Epiphany, she stops touching the other girl and sits up and, for the first time ever, she speaks back to her voices. ‘What’s about to happen?’

As she asks this, the client loses his weak erection. He becomes enraged. He screams that they don’t stop until he finishes. He begins hitting the older girl in the face. He just keeps pounding her and pounding her. And, the longer he pounds, the harder it is to recognise that what he is hitting
is
a girl’s face.

Epiphany is screaming so loudly, but she doesn’t realise it until Nico bursts into the room. It’s the first time she’s ever seen him and already she knows he is a very dangerous man. Nico, he grabs the client by his hair and swings his head against the wall. There’s a loud crack as the client’s skull hits the concrete and his body crumbles to the ground. Two Mexicans enter the room. Nico looks at the client and the girl, who barely has a face anymore, and orders the Mexicans to dump both of them in the river. That night Epiphany’s voices say, ‘They are moving you soon.’
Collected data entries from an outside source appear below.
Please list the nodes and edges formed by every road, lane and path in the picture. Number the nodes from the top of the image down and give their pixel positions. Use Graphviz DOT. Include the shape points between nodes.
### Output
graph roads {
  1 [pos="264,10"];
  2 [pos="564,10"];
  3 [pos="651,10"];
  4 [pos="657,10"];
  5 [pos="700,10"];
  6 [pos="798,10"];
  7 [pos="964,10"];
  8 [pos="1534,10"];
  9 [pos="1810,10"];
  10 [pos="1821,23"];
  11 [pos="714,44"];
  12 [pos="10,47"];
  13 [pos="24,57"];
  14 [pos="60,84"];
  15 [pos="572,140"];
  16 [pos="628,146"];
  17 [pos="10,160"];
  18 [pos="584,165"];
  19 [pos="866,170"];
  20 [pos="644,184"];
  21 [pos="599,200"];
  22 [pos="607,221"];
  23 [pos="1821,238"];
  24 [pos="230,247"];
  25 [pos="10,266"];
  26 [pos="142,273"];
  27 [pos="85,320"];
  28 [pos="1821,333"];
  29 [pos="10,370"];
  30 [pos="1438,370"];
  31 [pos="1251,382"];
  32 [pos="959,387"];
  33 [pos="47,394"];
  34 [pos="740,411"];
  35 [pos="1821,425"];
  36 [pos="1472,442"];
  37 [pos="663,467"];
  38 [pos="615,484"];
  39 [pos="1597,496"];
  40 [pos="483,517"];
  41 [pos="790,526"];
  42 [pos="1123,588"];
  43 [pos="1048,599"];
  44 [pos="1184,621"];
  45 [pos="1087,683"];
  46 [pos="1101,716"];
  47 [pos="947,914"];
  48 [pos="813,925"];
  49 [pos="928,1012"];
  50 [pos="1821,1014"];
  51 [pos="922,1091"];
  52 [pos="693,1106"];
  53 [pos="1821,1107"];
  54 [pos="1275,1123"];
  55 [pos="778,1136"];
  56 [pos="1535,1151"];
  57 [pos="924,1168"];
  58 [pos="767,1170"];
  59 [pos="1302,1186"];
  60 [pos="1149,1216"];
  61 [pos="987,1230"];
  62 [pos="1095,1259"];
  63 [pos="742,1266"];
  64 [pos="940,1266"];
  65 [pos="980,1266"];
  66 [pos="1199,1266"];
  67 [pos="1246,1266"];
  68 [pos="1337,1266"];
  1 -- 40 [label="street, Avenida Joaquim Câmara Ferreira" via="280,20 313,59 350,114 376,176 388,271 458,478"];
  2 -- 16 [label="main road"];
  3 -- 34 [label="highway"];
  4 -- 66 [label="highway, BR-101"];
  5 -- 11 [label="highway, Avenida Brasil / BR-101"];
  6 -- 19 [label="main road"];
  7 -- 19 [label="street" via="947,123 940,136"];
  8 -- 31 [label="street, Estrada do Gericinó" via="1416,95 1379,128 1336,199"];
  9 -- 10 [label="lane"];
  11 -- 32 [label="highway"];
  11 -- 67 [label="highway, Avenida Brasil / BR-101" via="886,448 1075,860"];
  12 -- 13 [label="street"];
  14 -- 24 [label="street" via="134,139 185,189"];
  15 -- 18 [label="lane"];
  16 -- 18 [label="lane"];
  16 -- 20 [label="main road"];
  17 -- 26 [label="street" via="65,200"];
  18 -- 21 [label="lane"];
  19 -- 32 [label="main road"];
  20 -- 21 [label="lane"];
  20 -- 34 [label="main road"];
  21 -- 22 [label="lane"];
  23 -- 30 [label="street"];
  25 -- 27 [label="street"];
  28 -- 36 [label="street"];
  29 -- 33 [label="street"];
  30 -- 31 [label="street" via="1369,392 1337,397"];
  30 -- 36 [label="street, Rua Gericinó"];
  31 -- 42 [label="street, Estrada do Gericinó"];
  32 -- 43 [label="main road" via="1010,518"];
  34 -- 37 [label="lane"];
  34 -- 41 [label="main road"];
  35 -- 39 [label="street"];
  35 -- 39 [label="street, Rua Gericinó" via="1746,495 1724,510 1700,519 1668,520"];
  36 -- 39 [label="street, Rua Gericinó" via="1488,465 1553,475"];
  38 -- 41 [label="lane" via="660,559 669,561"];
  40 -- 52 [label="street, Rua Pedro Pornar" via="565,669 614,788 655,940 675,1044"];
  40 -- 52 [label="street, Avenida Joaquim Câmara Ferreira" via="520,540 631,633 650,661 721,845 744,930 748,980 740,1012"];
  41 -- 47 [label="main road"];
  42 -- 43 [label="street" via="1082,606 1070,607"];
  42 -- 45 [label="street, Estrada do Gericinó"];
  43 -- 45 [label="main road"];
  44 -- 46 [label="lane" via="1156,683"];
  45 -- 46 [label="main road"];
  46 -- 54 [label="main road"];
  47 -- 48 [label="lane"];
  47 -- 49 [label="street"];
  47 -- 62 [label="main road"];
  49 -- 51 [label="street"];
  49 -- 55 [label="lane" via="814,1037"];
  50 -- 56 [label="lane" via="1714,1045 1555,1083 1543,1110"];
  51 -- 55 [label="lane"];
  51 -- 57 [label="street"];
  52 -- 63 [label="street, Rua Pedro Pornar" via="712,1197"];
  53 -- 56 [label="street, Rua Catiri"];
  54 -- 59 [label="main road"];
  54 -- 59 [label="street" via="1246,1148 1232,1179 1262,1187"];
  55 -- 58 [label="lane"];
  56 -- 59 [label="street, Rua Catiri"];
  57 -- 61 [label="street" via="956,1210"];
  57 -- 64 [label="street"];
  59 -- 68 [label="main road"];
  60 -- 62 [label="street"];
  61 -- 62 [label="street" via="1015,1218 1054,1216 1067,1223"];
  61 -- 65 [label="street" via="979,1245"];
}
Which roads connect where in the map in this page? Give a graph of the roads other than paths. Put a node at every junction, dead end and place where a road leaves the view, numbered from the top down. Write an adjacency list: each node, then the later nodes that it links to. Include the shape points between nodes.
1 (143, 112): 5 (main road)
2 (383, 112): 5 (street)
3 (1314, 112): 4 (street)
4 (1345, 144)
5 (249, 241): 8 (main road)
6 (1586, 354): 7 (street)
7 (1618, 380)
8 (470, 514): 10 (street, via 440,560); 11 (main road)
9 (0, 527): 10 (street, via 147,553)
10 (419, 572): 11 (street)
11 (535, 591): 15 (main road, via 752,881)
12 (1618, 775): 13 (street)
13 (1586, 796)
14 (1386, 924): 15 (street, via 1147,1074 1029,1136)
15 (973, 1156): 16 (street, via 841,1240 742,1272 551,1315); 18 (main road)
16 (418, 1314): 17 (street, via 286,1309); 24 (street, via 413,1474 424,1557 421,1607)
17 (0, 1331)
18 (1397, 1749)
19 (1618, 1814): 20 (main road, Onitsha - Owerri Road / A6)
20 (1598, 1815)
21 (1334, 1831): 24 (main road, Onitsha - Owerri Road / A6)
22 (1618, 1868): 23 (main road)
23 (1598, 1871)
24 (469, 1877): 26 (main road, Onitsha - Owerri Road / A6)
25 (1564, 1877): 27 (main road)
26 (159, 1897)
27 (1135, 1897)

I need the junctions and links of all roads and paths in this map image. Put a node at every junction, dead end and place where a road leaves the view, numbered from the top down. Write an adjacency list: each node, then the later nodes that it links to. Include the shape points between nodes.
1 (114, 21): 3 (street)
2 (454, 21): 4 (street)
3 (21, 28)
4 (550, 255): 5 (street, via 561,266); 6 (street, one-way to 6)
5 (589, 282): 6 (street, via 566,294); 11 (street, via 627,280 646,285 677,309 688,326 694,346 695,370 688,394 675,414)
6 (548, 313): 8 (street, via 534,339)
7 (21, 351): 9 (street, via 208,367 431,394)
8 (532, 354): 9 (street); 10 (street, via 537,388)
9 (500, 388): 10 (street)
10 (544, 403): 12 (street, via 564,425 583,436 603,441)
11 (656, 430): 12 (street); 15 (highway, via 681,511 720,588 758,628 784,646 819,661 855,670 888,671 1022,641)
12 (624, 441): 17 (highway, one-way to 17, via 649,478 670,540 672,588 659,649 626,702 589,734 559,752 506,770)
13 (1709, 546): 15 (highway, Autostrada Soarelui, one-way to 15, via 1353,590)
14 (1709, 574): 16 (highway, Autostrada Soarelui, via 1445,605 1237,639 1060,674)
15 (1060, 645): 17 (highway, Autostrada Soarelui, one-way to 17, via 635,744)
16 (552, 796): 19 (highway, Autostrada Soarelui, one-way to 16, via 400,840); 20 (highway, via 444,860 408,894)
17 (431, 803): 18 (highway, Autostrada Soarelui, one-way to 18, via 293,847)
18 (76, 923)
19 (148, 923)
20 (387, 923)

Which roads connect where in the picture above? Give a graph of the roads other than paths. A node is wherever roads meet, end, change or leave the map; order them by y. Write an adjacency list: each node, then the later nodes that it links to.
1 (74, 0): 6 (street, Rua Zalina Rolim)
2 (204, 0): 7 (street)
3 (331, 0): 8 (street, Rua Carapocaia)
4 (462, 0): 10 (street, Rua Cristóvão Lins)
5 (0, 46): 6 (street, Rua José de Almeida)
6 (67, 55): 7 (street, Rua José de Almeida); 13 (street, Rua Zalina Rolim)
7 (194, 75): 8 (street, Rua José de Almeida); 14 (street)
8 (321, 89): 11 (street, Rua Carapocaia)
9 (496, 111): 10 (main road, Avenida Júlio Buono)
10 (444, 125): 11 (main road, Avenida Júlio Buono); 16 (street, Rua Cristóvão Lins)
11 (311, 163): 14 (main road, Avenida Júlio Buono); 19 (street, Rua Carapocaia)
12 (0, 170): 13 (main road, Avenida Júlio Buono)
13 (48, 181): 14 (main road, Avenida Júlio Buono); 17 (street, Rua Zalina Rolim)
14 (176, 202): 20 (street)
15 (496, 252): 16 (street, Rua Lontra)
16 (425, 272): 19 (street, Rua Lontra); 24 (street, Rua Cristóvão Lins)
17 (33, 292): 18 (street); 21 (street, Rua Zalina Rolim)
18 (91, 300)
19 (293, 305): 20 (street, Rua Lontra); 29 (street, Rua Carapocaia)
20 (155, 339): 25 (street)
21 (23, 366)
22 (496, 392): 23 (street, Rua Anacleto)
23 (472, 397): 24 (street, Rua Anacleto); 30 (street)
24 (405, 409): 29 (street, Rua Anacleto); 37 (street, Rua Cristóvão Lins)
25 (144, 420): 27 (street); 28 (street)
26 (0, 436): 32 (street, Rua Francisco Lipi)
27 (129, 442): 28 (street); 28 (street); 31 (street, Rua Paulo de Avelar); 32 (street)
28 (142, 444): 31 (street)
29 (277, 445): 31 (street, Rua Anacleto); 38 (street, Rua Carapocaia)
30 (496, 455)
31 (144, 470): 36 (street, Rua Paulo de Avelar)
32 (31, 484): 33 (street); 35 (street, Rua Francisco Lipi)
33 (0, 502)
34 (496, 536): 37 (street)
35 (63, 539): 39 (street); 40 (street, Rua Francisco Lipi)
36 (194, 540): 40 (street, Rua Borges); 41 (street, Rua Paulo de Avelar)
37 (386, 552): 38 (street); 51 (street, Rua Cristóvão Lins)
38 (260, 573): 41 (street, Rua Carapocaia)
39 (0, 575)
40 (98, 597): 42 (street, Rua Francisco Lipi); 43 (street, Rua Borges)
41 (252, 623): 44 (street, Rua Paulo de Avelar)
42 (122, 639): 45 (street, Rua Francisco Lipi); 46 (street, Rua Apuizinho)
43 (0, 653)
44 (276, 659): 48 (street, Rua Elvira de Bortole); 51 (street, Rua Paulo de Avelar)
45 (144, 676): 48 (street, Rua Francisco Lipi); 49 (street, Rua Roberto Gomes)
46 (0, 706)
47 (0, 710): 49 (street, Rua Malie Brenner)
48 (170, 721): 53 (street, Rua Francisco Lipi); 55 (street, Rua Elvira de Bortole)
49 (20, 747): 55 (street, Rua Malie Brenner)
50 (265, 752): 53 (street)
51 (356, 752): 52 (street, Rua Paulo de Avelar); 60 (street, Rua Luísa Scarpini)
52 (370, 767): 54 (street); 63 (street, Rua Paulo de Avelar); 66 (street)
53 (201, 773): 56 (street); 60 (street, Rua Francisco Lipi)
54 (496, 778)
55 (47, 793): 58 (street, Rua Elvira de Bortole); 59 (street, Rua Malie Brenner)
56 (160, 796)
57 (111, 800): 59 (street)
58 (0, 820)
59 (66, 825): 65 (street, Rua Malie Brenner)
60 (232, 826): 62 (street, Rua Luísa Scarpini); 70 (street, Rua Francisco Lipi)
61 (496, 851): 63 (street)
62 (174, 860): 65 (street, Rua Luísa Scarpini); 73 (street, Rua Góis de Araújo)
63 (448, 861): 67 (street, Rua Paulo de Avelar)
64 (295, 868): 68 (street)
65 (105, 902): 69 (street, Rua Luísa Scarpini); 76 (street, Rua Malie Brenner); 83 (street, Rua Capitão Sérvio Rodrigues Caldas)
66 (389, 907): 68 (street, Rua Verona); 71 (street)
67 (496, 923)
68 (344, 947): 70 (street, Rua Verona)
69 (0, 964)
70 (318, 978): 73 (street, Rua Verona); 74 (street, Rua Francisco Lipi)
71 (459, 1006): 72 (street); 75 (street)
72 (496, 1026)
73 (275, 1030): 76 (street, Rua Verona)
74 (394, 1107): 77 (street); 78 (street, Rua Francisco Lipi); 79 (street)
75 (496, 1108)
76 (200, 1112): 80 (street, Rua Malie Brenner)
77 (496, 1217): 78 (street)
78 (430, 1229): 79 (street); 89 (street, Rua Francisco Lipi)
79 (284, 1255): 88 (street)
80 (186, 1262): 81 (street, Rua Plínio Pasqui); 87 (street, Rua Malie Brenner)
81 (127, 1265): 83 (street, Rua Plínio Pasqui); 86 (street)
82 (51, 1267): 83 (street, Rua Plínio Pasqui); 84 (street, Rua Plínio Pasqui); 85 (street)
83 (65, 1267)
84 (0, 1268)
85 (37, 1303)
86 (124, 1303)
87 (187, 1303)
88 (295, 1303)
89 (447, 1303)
Two days later Momma enters her room. Momma is holding a pretty pink dress with white stockings and shiny black shoes. She tells Epiphany that she must put these on. She must look her best.

Momma puts Epiphany in a car. Not in the trunk, or even the back seat. It’s a special day and Epiphany sits in the front between Momma and Nico while they drive to the expensive part of town. They stop in front of a hotel called the Royal Meridian. The lobby is what Epiphany imagines a king’s palace must look like. Nico presses the button for the thirty-seventh floor. Outside room 3702 a man answers the door.
He shakes hands with Nico and smiles at Momma. His face is pleased when he looks at Epiphany.